その居酒屋にて、隣の席は近隣のご夫妻らしきお二人。我々四人はこの二人からはたして、どのように見えているのだろう。映画のなんちゃって家族のように、悪事を企てるために集まった見ず知らずの四人、とはまさか思っていないだろう。しかし、なぜか、チラチラと視線を感じる。悪いことなぞ縁もゆかりもないのに、見られると何かまずいことをしたような気になる。せっかくの真鶴なのにところてんばかり食べすぎたか。

居酒屋から宿に向かう道でコンビニに立ち寄り、タイダイとガラパンはアイスをボウズに買ってもらった。メガネが迷っている間に三人はさっさと外でアイスを食べ始めている。待つようなことはしない。そういうんじゃない。棒のアイスは、棒の味がうつるから好きじゃない、と誰かが言った。

宿の人は、到着した四人を見つめながら、我慢できない様子で、どういったお仲間なんですか、と訊ねてきた。タイダイは聞こえるか聞こえないかくらいのウィスパーボイスで答えていたが、宿の人には全く伝わった様子がなかった。ガラパンは当初からメガネが答えるのを期待してか、宿の中をキョロキョロ見回していた。ボウズは店内にあった干物屋のパンフレットに食いついて、何も聞こえていないようだった。

宿は二人部屋が二部屋。流石にここは2:2と定員に合わせて泊まる。私はといえば、我先にシャワーを浴び、歯を磨き、当座のトゥドゥーを消し込み、いつでも寝られる環境を整える。省エネモードへ。ボウズがソファーで寝落ちしていた。ボウズ、歯磨かないで寝てるわ、と誰かが言った。



翌朝、昨日と同様の快晴を通り越した炎天下。
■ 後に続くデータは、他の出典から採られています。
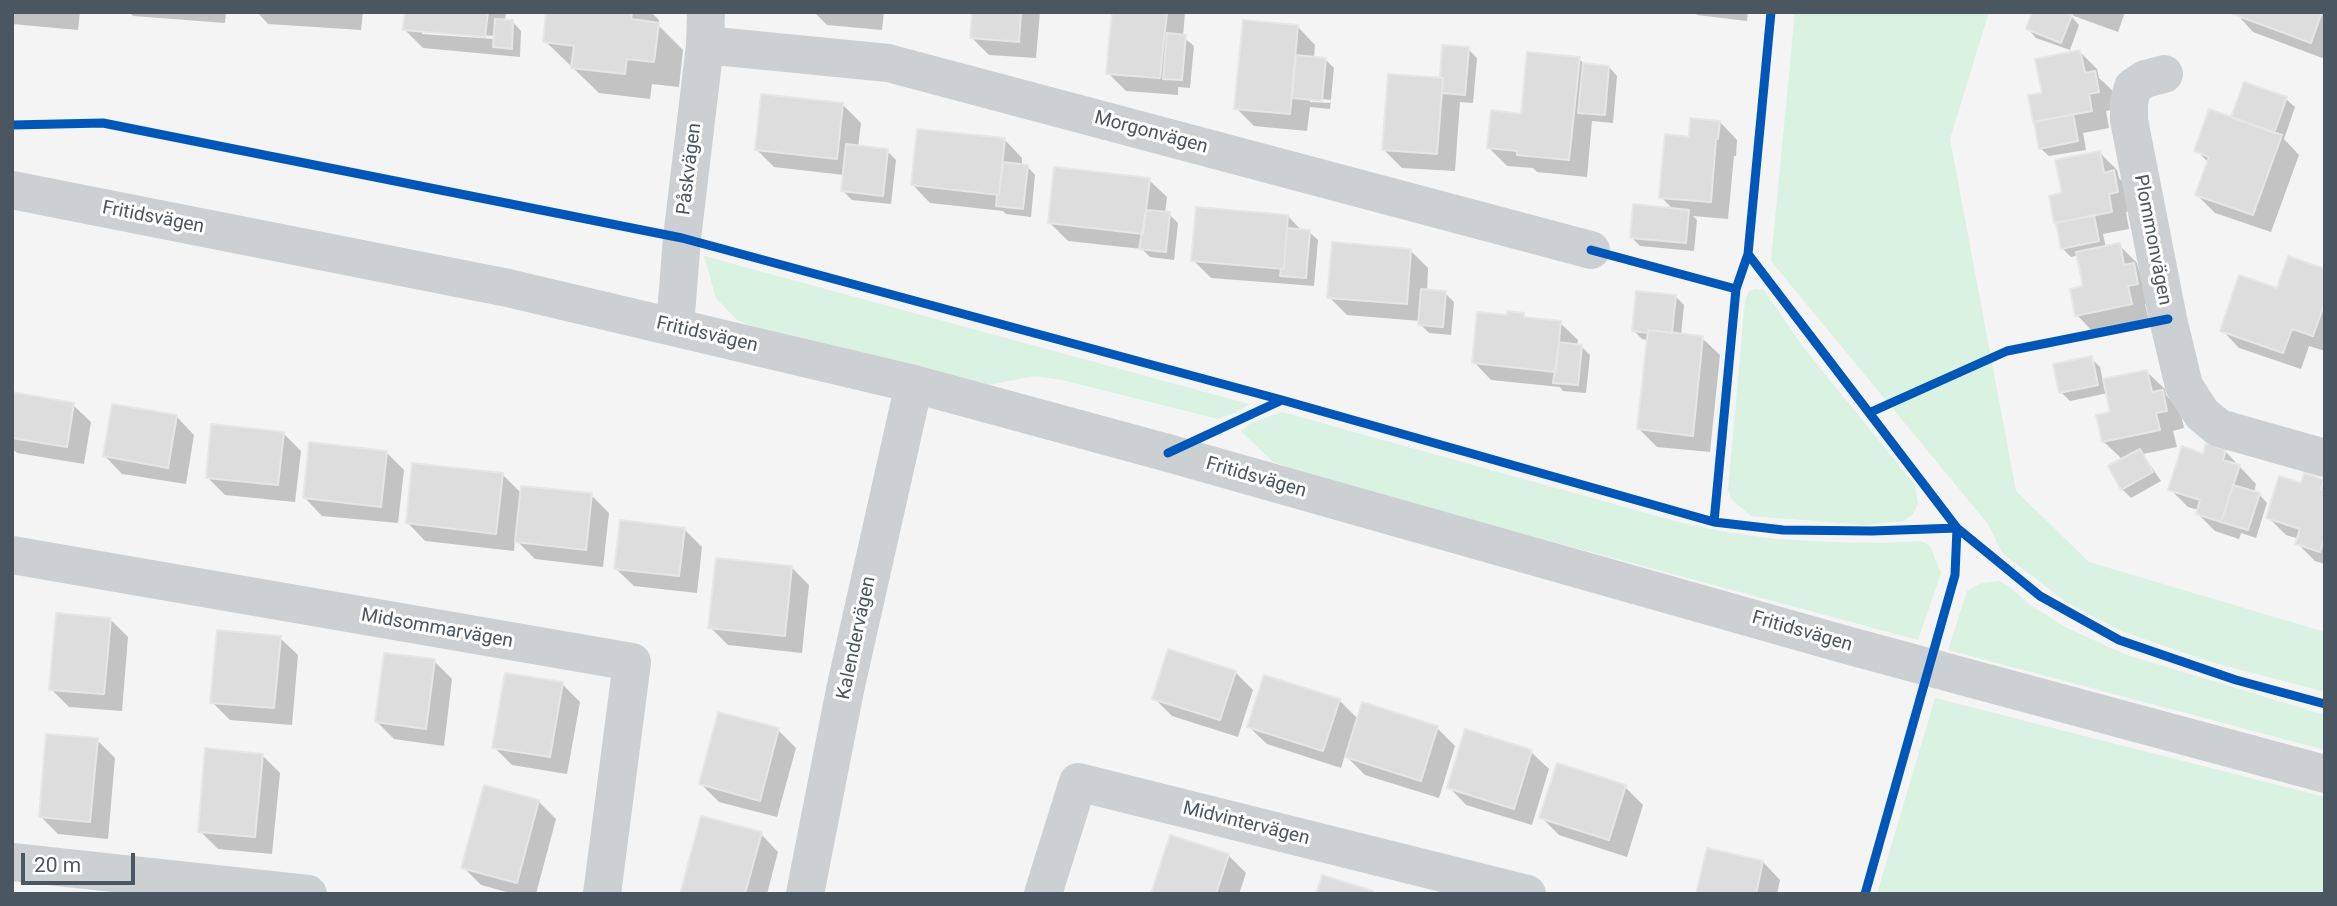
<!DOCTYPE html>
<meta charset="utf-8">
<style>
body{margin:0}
#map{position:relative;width:2337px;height:906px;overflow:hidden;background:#f4f4f4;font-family:Roboto,sans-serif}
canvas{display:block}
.frame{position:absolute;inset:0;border:14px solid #4a5760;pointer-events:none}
.scale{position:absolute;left:21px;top:853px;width:114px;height:32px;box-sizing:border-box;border:4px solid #4a5760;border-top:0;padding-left:9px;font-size:21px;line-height:24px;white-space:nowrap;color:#4a5760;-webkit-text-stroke:5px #fff;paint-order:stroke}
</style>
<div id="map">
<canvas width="2337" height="906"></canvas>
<div class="frame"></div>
<div class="scale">20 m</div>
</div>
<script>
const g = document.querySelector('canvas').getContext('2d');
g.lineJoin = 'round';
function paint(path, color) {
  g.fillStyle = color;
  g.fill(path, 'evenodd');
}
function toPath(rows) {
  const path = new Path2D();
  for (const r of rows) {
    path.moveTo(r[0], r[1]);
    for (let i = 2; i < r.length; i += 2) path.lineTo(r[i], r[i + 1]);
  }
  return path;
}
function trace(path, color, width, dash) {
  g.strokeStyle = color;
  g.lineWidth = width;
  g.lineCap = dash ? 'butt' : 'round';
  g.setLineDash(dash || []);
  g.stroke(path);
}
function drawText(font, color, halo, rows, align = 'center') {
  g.font = font + ' Roboto,sans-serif';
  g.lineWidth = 6;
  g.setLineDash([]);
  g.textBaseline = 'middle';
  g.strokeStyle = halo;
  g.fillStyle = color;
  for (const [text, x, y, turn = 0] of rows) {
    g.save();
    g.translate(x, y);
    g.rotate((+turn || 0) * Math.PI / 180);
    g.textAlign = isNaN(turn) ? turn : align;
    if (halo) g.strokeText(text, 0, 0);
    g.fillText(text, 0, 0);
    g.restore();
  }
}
const green = toPath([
 [1795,12,1989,12,1950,139,2016,491,2089,562,2325,632,2325,692,2211,662,2121,631,2066,602,2002,553,1988,524,1771,261],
 [704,256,1249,404,1237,412,1218,419,1062,380,1035,376,988,385,767,332,737,320,716,298],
 [1756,289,1764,290,1803,347,1915,485,1918,504,1913,514,1904,521,1866,525,1751,516,1732,500,1728,490,1745,301,1749,291],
 [1282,412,1682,523,1726,532,1776,539,1833,542,1883,543,1921,541,1930,546,1941,573,1918,640,1312,477,1272,461,1241,431,1251,423],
 [1999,581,2010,587,2030,605,2067,628,2127,655,2325,715,2325,750,1948,650,1967,591,1982,583],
 [1935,698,2325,797,2325,894,1877,894]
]);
const shadow = toPath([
 [12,12,80,12,78,30,12,24],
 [129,12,226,12,225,23,133,16],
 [257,12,363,12,361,30,268,24],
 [407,12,506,12,505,21,513,22,521,31,520,57,423,48,405,30],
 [422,30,494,36,494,39,422,34],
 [548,12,651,12,659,20,658,25,683,50,679,87,652,84,650,99,599,93,545,41],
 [814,12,884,12,882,30,827,25],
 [973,12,1040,12,1036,58,989,55,971,37],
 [1114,12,1185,12,1183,37,1194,46,1190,88,1178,87,1178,95,1126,91,1108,73],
 [1695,12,1748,12,1747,21,1697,15],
 [2070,12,2125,12,2118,32,2074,16],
 [2235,12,2325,12,2325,59,2253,32],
 [2071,16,2079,25,2070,50,2036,38,2028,29],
 [1298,27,1315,45,1314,58,1325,59,1334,68,1330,109,1310,107,1307,131,1254,126,1236,108],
 [1310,98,1331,100,1330,103,1310,102],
 [1468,49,1477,58,1473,103,1460,102,1455,171,1402,168,1384,150],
 [2080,52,2097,69,2099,78,2112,90,2115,109,2106,111,2109,128,2083,133,2086,150,2049,156,2040,148,2034,121,2044,94],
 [1579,59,1586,65,1609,67,1617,76,1613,123,1592,121,1587,177,1537,172,1533,168,1507,166,1489,148],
 [2286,99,2295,107,2284,139,2299,155,2271,232,2215,213,2197,195,2209,163,2196,150,2238,122],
 [843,105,861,123,858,147,887,151,896,160,891,204,852,200,843,191,844,175,774,167,756,149],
 [1720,122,1737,140,1736,156,1734,156,1728,219,1693,216,1697,220,1694,251,1640,246,1631,237,1674,210,1661,197,1690,138],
 [1005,140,1022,158,1022,166,1027,166,1035,175,1031,217,1006,214,1003,211,930,203,913,185],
 [2100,153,2117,170,2119,178,2131,190,2135,210,2126,212,2129,229,2103,234,2106,248,2119,245,2137,263,2139,271,2151,283,2155,302,2145,304,2149,322,2094,333,2077,315,2085,288,2079,255,2071,257,2062,248,2056,222,2064,194],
 [1149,180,1167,197,1165,213,1169,214,1178,223,1174,260,1150,257,1142,249,1068,241,1050,223],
 [1288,216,1302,231,1309,232,1318,240,1314,286,1211,278,1193,260],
 [1411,251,1428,268,1427,291,1445,293,1454,302,1451,335,1429,333,1420,324,1420,321,1347,315,1329,297],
 [2325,271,2325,351,2309,346,2301,369,2239,348,2222,330,2278,290],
 [1675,296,1684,305,1681,335,1702,338,1720,355,1710,452,1657,447,1639,429,1648,340,1642,339,1634,331],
 [1523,314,1528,319,1560,323,1578,340,1577,346,1581,346,1590,355,1586,393,1563,391,1560,387,1491,380,1474,362,1508,317],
 [2091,358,2100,367,2103,381,2147,372,2165,389,2166,395,2180,410,2184,428,2173,431,2177,447,2143,454,2161,481,2131,498,2122,489,2123,460,2103,441,2112,413,2108,393,2070,401,2061,392],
 [12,394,73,405,91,422,84,464,17,453,12,448],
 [177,417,194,435,186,484,122,474,105,456],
 [283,433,301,451,295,502,225,495,208,478],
 [2225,451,2256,484,2254,493,2259,494,2267,503,2256,538,2241,533,2239,539,2215,531,2198,514,2199,510,2188,507,2170,489,2205,456],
 [386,452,404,470,398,523,322,516,305,498],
 [502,474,522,494,591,495,609,513,603,567,535,559,515,539,514,551,425,541,408,523],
 [2323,482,2325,483,2325,564,2315,561,2297,543,2299,539,2286,535,2268,517,2302,486],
 [684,529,702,547,697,593,634,586,616,569],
 [792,568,809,585,802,653,728,645,710,627],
 [110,619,128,637,122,711,69,707,51,689],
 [280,638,298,655,292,725,230,720,212,702],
 [434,661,452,679,444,746,394,739,377,722],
 [1235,672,1253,690,1238,737,1172,716,1154,698],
 [562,684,580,702,567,774,512,765,494,747],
 [1339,700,1358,719,1363,704,1437,728,1455,746,1439,798,1365,775,1345,755,1341,768,1267,744,1249,727],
 [778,730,796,748,777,817,719,802,701,784],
 [97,740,115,758,108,839,58,834,40,816],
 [1531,752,1549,769,1532,825,1466,805,1449,787],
 [262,755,280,773,272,854,218,849,200,831],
 [1625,787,1643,805,1627,857,1559,835,1541,817],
 [538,801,556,819,536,894,514,894,481,885,463,867],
 [761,834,778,852,767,894,682,894],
 [1228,855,1246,873,1239,894,1153,894],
 [1763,862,1780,880,1777,894,1698,894]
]);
const building = toPath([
 [405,12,488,12,485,37,403,30,405,12],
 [546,12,632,12,631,19,659,23,654,62,627,59,625,74,571,68,574,46,543,42,546,12],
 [972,12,1021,12,1019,42,970,38,972,12],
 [1112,12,1167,12,1160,78,1106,74,1112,12],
 [2032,12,2065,12,2072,15,2061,43,2026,29,2032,12],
 [2233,12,2322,12,2311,43,2233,14,2233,12],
 [495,19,513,20,512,49,493,47,495,19],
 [1243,20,1298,25,1290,114,1234,109,1243,20],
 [1167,33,1186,35,1182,80,1163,79,1167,33],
 [1442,45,1469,47,1465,95,1442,93,1443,78,1440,78,1442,45],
 [2080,50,2085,73,2095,71,2099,92,2089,94,2092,111,2033,122,2028,95,2042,93,2035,59,2080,50],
 [1527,52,1580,57,1569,160,1517,155,1517,151,1487,148,1491,110,1521,114,1527,52],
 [1296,55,1326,58,1322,101,1292,98,1296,55],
 [1583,63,1609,66,1605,115,1578,113,1583,63],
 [1388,74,1443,78,1437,154,1382,150,1388,74],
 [2244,82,2287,97,2274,133,2231,117,2244,82],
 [761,94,843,103,837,159,755,150,761,94],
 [2209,109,2282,135,2253,215,2195,195,2209,157,2194,151,2209,109],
 [2073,114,2078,141,2039,149,2034,122,2073,114],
 [1690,118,1720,121,1718,139,1716,139,1711,202,1659,198,1665,134,1689,137,1690,118],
 [917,129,1005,138,999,195,911,185,917,129],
 [846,144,888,149,883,196,841,191,846,144],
 [2100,151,2104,173,2114,170,2118,192,2109,194,2112,212,2054,223,2049,196,2062,193,2055,160,2100,151],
 [1003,162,1028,165,1023,209,996,206,997,195,999,195,1003,162],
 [1054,167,1150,178,1143,234,1048,223,1054,167],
 [1633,204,1689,210,1686,243,1630,238,1633,204],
 [1196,207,1288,215,1284,269,1191,261,1196,207],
 [1146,210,1170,212,1166,252,1139,249,1146,210],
 [2094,215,2099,241,2061,249,2056,223,2094,215],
 [1287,228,1310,230,1306,278,1280,276,1281,269,1284,269,1287,228],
 [1332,242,1411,249,1407,304,1327,298,1332,242],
 [2120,243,2124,265,2134,263,2138,284,2128,286,2132,304,2075,316,2070,289,2083,286,2076,252,2120,243],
 [2288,256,2325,269,2325,302,2313,336,2292,329,2283,353,2220,331,2239,275,2277,288,2288,256],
 [1421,289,1446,291,1443,327,1418,325,1421,289],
 [1636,291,1676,295,1672,333,1648,330,1648,333,1632,331,1636,291],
 [1507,311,1524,313,1524,317,1561,321,1556,372,1472,363,1477,312,1507,315,1507,311],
 [1648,330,1703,336,1693,436,1637,429,1648,330],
 [1559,342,1582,345,1578,385,1553,383,1559,342],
 [2092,356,2098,385,2059,393,2053,364,2092,356],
 [2147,370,2152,392,2163,390,2167,411,2156,413,2160,430,2102,442,2096,415,2110,412,2103,379,2147,370],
 [12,392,74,403,67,447,12,438,12,392],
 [112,404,177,415,168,468,103,456,112,404],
 [211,424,284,432,278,485,206,478,211,424],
 [309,442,387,451,381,507,303,498,309,442],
 [2206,443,2226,450,2223,460,2240,465,2221,522,2196,514,2200,500,2168,490,2182,446,2203,454,2206,443],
 [2140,449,2153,472,2121,490,2108,466,2140,449],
 [412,463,503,473,496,534,406,523,412,463],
 [2304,473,2324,480,2321,489,2325,491,2325,536,2320,552,2295,544,2300,529,2266,518,2279,476,2301,483,2304,473],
 [2233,485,2260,493,2248,530,2221,522,2233,485],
 [521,486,592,493,586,550,515,542,521,486],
 [620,520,685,528,679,576,614,569,620,520],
 [716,558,792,566,785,636,708,628,716,558],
 [56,613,111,618,104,694,49,690,56,613],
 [217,630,281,636,274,708,210,703,217,630],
 [1168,649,1236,671,1220,720,1152,699,1168,649],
 [384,653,435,659,426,729,375,722,384,653],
 [505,673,563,682,550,757,492,748,505,673],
 [1264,675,1340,699,1323,751,1247,727,1264,675],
 [1362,702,1438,726,1421,781,1345,757,1362,702],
 [718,712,779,728,760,801,699,784,718,712],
 [1465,729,1532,750,1514,809,1447,788,1465,729],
 [46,734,98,738,90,822,39,817,46,734],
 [205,748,263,754,255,837,198,832,205,748],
 [1557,763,1626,785,1609,840,1539,818,1557,763],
 [484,785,539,800,517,883,461,868,484,785],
 [701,816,762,832,745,894,680,894,701,816],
 [1170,835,1229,854,1216,894,1151,894,1170,835],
 [1707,848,1763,861,1756,894,1696,894,1707,848],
 [1322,875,1373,891,1372,894,1316,894,1322,875]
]);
const minor = toPath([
 [705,45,888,63,1591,250],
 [2164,74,2145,79,2133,87,2129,102,2129,120,2168,319,2184,386,2202,414,2219,428,2325,458],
 [12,190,508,288,914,384,1168,453,1850,646,2325,774],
 [675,327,682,238,705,45,706,12],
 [12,555,632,662,602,894],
 [12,862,308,894],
 [805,894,845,690,914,384],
 [1043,894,1078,782,1527,894]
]);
const cycleway = toPath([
 [1771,12,1748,254,1957,528,2040,596,2119,640,2236,680,2325,704],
 [12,125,103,123,682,238,1282,400,1714,522,1783,530,1872,531,1957,528],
 [1591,250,1736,289],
 [1871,412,2007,351,2168,319],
 [1168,453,1282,400],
 [1714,522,1736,289,1748,254],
 [1865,894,1955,575,1957,528]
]);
const streetNames = [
 ["Morgonvägen",1151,133,15],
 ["Påskvägen",690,169,-83],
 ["Fritidsvägen",153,218,11],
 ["Plommonvägen",2152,240,79],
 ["Fritidsvägen",707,335,13],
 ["Fritidsvägen",1256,478,16],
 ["Midsommarvägen",437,629,10],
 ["Fritidsvägen",1802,632,16],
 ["Kalendervägen",857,638,-78],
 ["Midvintervägen",1246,824,14]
];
paint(green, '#d9f2e1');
paint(shadow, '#0003');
paint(building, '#ddddde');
trace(building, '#e5e6e6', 2);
trace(minor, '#cdd0d2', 38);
trace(cycleway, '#0057b8', 9);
drawText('19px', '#4a5760', '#fff', streetNames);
</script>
四人は起伏のある真鶴の町をふらつきながら、なんとか漁港へとたどり着いた。太陽から逃げる場所がないだだっ広い漁港で四人で記念写真を撮ってもらった。お願いしたわけではないが、断る理由もなく、いざなわれるままに四人で棒立ちして撮られたわけである。

なんとも違和感ある四人の写真を眺めながら、これは家族だな、と誰かが言った。そうか家族か。

今日はこの四人が家族なんだよ、明日はまた違う家族かもしれない、とまた誰かが言った。そんなもんか、と炎天下にさらされた頭には妙にしっくりときたのであった。

真鶴からそれぞれまた別の家族のもとへ帰っていく様を見つめながら、ただ一緒にいる、ある、ということについて思いを巡らせた。

後日、また違う家族とコンビニでアイスを買って食べていると、棒のアイスは、棒の味がうつるから好きじゃない、と誰かが言った。